O fato gerador do IBS compreenderia as operações onerosas com bens tangíveis e intangíveis, inclusive locações, licenciamentos e cessão de direitos, e serviços.

Por sua vez, a base de cálculo seria “por fora”, ou seja: não contempla seu próprio montante, e durante o período de transição, os cinco tributos que estão sendo substituídos.

O método de apuração se dá pelo sistema de débito e crédito e a escrituração é feita por estabelecimento, com o pagamento centralizado por CNPJ, compensando-se os créditos e débitos de todos os estabelecimentos, mesmo os localizados em municípios distintos.

1.2 Peculiaridades

Dada a perspectiva delineada no âmbito do IBS, a proposta do PEC 45 define um Comitê Gestor nacional do imposto, integrado por representantes da União, Estados, Distrito Federal e Municípios, mas a fiscalização continuará com os entes federados.

Prevê-se, ainda, uma transição progressiva ao longo de dez anos, mantendo-se a carga tributária constante. Uma alíquota inicial de 1% seria mantida por um período de teste de dois anos, reduzindo-se compensatoriamente a alíquota da COFINS. O período de teste serviria não apenas para avaliar o funcionamento do novo imposto, mas também para dimensionar de forma precisa o seu potencial de arrecadação. Após esse período de teste, a alíquota seria completada em mais oito anos, com a elevação progressiva e linear da alíquota, e da simultânea redução das alíquotas dos outros cinco tributos que ao final seriam extintos. Embora não haja previsão expressa, estima-se que a alíquota total seja fixada entre 20 e 25%.

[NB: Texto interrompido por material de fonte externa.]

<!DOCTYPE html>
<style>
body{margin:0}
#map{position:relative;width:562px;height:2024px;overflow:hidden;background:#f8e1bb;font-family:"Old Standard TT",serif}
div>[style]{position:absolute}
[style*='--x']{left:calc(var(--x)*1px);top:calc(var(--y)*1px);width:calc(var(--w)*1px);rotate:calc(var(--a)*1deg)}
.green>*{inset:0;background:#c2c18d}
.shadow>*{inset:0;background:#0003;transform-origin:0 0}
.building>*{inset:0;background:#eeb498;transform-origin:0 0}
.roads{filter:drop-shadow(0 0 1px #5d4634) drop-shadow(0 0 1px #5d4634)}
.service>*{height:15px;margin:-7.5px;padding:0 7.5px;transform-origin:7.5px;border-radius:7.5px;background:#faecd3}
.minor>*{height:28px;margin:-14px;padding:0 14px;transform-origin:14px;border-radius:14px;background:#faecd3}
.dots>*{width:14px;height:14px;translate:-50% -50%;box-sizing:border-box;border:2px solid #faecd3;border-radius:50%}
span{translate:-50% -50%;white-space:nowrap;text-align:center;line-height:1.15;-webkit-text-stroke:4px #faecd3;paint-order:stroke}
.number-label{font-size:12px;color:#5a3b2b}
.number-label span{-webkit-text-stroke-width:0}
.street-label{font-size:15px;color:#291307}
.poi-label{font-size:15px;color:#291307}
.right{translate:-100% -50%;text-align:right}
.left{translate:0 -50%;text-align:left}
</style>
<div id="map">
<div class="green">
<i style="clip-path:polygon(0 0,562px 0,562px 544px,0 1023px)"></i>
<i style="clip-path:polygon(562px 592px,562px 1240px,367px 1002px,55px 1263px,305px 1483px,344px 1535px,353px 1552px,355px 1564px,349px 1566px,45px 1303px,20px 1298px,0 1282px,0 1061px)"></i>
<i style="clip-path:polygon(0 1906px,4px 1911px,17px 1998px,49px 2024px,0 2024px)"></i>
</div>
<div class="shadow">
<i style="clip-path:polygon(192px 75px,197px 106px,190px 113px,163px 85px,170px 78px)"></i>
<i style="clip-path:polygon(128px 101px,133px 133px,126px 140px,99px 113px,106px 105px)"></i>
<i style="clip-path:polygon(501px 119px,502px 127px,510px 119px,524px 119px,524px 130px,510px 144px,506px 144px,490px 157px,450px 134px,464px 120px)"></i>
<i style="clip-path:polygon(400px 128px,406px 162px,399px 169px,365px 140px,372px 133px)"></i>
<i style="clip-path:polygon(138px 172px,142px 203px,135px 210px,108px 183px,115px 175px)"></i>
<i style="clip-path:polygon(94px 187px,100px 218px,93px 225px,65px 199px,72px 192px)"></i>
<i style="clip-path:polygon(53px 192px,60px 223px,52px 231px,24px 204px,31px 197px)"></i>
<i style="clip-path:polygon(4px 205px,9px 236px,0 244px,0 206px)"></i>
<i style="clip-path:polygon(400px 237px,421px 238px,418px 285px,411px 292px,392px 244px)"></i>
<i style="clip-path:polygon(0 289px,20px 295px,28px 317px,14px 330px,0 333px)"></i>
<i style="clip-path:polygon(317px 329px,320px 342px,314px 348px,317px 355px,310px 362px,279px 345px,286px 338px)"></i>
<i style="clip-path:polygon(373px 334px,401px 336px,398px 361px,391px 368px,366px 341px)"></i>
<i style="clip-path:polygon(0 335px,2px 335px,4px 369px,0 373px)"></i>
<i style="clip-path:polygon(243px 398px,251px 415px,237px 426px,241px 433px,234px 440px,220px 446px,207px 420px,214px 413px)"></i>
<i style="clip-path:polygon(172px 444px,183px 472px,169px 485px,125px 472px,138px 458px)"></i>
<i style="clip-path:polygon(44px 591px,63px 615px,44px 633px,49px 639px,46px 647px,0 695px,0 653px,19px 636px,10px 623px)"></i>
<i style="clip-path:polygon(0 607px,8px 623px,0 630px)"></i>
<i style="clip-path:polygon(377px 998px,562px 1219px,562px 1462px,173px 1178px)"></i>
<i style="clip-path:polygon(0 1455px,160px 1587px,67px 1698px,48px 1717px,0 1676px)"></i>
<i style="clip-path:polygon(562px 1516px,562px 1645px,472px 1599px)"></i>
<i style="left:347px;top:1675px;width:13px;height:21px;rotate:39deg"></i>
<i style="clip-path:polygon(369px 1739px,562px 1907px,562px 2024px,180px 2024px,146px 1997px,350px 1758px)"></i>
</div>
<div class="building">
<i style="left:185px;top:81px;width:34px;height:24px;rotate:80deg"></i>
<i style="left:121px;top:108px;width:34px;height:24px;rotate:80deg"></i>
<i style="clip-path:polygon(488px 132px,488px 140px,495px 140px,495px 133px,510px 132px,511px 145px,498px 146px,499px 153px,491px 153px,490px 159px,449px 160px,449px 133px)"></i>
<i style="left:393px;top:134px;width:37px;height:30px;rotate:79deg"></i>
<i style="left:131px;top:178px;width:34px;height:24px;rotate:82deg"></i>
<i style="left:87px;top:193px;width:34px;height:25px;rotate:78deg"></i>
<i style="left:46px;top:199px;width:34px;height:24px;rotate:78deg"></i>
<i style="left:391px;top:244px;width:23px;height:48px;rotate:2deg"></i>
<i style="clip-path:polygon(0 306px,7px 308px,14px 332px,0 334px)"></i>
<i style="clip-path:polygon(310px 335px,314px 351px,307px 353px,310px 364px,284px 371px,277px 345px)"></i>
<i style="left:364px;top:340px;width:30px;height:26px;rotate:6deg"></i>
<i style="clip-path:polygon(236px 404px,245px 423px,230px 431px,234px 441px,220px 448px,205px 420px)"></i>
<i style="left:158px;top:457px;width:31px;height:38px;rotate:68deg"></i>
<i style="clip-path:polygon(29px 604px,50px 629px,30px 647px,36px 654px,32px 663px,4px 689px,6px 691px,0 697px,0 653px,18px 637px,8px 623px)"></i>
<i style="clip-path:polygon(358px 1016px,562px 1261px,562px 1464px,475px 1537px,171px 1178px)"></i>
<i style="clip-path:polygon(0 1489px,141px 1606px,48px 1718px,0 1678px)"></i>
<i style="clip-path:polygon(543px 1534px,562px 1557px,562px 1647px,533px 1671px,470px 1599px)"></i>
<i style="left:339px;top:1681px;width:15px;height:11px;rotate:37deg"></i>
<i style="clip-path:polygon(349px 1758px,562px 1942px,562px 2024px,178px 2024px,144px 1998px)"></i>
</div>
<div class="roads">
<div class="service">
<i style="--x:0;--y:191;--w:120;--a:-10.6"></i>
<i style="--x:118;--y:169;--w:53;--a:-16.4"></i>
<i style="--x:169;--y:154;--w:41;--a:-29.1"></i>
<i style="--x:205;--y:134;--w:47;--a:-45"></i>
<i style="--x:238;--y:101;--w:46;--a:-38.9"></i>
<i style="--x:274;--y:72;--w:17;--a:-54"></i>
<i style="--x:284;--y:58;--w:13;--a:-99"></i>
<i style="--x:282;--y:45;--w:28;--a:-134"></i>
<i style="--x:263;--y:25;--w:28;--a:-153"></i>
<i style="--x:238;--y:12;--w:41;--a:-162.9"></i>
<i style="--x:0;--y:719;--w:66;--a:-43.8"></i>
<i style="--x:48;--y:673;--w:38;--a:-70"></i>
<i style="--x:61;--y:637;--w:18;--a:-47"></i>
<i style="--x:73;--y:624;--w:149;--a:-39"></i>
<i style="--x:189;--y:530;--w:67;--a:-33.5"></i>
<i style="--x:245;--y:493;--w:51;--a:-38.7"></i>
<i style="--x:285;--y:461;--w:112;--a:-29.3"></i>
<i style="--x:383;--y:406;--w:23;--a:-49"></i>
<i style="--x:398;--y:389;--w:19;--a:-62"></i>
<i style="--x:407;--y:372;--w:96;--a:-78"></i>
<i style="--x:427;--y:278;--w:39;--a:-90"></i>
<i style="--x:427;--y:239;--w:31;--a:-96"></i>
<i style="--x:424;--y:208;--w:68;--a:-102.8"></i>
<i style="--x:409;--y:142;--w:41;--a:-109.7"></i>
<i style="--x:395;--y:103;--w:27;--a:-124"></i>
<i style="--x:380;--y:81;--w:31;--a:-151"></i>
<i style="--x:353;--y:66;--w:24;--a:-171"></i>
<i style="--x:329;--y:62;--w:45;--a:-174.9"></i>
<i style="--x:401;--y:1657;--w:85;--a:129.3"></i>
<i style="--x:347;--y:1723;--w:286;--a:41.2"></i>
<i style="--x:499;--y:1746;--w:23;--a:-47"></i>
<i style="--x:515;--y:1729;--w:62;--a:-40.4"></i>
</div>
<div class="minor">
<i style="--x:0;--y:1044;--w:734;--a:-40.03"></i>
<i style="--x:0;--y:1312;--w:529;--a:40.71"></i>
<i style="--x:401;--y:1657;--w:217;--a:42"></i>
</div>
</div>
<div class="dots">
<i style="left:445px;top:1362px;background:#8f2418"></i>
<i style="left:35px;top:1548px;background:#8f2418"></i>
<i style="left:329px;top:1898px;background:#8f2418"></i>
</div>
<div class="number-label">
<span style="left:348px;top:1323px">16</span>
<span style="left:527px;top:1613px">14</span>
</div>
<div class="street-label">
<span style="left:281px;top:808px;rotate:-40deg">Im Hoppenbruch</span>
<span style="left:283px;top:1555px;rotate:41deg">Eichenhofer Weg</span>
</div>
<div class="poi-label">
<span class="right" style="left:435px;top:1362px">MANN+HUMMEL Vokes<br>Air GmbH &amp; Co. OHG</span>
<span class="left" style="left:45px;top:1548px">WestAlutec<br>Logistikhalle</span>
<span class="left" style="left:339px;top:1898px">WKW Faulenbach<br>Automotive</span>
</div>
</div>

As empresas enquadradas no regime de tributação do Simples Nacional poderiam optar entre: (i) manter o Simples no formato atual, apenas substituindo a referência aos impostos substituídos por uma referência ao IBS, mantendo a destinação da receita aos Estados e Municípios. Nessa alternativa não se apropriariam de crédito do IBS nem transfeririam créditos do imposto; (ii) ou migrar para o regime normal de débito e crédito do IBS, observadas as mesmas condições aplicadas às demais empresas. Nesta alternativa, a alíquota do Simples incidente sobre o faturamento seria reduzida em montante equivalente às parcelas atualmente destinadas ao PIS, COFINS, ICMS, ISS e IPI. As demais incidências sobre o faturamento – IRPJ, CSLL e contribuição patronal seriam mantidas.

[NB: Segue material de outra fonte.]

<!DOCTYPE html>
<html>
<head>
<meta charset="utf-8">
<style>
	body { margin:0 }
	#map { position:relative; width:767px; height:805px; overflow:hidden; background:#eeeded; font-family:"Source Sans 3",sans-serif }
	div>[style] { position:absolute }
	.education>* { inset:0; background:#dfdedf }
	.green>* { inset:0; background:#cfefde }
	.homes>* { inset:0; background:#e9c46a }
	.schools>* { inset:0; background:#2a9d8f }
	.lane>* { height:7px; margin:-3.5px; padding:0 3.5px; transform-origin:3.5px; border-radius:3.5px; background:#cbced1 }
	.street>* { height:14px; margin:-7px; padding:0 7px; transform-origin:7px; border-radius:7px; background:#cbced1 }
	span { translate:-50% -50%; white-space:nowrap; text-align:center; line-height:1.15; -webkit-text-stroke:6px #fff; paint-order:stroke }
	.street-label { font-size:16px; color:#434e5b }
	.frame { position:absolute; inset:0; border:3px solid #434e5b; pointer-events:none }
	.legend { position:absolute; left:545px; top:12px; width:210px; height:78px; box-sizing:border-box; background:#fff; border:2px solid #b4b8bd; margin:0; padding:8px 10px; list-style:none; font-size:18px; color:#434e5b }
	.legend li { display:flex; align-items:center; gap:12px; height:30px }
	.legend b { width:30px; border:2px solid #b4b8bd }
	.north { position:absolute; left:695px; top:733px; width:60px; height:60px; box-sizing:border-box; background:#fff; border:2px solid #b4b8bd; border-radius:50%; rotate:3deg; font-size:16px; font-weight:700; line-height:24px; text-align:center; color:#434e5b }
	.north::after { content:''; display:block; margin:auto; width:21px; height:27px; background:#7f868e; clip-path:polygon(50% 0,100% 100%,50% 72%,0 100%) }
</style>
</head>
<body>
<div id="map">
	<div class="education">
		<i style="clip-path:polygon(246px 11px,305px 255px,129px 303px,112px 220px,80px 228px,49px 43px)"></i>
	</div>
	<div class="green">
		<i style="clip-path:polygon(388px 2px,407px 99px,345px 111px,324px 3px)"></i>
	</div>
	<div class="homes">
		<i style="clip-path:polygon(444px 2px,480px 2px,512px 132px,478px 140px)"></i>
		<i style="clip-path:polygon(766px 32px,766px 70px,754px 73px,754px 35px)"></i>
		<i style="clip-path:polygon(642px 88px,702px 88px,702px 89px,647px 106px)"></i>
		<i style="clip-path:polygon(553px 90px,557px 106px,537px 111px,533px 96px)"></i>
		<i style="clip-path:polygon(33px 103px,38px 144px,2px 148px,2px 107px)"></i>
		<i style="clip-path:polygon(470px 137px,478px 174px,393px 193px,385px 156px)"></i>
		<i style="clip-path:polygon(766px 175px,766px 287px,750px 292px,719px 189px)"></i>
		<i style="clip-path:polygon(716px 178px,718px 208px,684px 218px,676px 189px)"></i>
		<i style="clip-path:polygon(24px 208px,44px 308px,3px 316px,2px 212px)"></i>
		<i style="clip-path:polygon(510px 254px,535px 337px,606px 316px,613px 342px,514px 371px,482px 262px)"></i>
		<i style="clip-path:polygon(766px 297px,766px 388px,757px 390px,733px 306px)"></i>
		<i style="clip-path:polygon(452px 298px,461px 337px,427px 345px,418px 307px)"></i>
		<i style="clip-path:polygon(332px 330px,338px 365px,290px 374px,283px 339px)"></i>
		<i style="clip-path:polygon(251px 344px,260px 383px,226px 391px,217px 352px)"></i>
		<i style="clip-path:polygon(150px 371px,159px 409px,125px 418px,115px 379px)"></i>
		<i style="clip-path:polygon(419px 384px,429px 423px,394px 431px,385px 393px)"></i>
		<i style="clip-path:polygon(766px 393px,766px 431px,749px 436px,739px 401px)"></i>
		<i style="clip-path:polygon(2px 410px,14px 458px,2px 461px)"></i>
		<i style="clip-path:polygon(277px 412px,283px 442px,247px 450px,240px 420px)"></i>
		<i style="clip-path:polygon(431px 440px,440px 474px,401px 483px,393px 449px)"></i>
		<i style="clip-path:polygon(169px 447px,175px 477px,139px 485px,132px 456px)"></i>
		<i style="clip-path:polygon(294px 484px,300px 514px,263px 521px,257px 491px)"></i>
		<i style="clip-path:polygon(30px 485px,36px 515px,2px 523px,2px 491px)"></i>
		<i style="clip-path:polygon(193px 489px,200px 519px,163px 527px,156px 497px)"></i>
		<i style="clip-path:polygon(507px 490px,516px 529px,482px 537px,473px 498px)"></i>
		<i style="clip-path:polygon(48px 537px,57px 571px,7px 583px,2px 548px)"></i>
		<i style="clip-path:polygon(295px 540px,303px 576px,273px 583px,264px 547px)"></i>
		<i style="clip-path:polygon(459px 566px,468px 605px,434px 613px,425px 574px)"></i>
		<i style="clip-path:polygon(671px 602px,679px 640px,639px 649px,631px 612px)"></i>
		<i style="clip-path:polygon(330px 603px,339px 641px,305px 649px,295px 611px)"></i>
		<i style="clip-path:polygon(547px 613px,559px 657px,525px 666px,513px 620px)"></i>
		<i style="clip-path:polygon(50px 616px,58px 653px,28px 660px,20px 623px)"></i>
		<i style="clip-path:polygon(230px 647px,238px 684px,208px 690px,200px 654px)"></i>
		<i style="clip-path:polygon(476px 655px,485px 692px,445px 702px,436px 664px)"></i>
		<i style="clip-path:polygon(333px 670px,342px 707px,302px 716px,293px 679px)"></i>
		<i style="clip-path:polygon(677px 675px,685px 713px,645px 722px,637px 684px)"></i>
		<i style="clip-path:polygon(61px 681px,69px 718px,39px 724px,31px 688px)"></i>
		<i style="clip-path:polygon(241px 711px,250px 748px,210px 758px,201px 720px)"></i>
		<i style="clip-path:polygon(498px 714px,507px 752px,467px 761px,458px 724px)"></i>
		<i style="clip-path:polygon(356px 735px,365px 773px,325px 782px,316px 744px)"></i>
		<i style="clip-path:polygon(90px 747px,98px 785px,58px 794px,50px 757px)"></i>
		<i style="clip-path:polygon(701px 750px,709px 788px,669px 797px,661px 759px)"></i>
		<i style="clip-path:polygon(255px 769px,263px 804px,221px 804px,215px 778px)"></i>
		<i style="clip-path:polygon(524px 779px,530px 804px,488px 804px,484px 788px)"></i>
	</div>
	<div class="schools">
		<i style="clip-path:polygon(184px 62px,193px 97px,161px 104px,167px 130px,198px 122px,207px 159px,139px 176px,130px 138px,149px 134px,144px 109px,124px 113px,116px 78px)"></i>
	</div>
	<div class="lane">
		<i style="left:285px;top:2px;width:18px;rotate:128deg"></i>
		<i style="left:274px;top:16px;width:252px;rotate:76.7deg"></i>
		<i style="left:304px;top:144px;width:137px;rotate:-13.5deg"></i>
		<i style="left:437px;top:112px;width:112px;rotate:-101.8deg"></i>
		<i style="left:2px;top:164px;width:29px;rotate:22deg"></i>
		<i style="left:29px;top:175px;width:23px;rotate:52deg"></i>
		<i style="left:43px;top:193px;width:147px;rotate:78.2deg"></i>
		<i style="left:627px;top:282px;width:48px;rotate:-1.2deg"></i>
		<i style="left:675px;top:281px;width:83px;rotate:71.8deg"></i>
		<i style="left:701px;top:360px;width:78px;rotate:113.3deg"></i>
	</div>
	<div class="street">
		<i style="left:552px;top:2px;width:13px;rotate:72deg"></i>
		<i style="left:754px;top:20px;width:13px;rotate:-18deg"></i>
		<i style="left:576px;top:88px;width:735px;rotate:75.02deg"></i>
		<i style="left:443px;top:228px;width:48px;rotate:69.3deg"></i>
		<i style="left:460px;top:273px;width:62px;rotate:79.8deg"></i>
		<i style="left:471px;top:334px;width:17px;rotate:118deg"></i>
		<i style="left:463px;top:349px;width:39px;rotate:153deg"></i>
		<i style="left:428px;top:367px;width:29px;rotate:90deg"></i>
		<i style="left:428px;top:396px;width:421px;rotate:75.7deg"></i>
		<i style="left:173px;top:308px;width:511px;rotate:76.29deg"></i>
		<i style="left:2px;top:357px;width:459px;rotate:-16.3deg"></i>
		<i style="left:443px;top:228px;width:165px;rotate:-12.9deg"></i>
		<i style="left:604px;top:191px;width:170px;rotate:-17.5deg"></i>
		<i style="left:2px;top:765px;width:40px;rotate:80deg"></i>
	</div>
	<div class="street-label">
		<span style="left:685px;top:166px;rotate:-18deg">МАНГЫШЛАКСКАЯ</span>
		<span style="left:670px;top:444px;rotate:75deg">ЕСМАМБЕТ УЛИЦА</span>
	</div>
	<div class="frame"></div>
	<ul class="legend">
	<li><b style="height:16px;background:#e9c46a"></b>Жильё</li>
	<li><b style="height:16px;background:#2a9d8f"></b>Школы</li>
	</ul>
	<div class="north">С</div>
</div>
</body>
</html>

A transição também seria feita de forma gradual, ao longo de dez anos, no mesmo ritmo de transição dos tributos atuais para o IBS.

Por fim, um outro aspecto proposto pela PEC 45 é a extinção de isenções e incentivos fiscais, dentre os quais aqueles voltados à Zona Franca de Manaus (ZFM) e às Áreas de Livre Comércio (ALCs).

2. PEC nº 110

Por sua vez, a PEC 110 propõe um modelo de IVA estadual, tal como o IBS, mas em substituição a nove tributos: IPI, IOF, PIS, PASEP, COFINS, CIDE Combustíveis.

Ainda, propõe-se a extinção da CSLL, que seria incorporada ao Imposto de Renda.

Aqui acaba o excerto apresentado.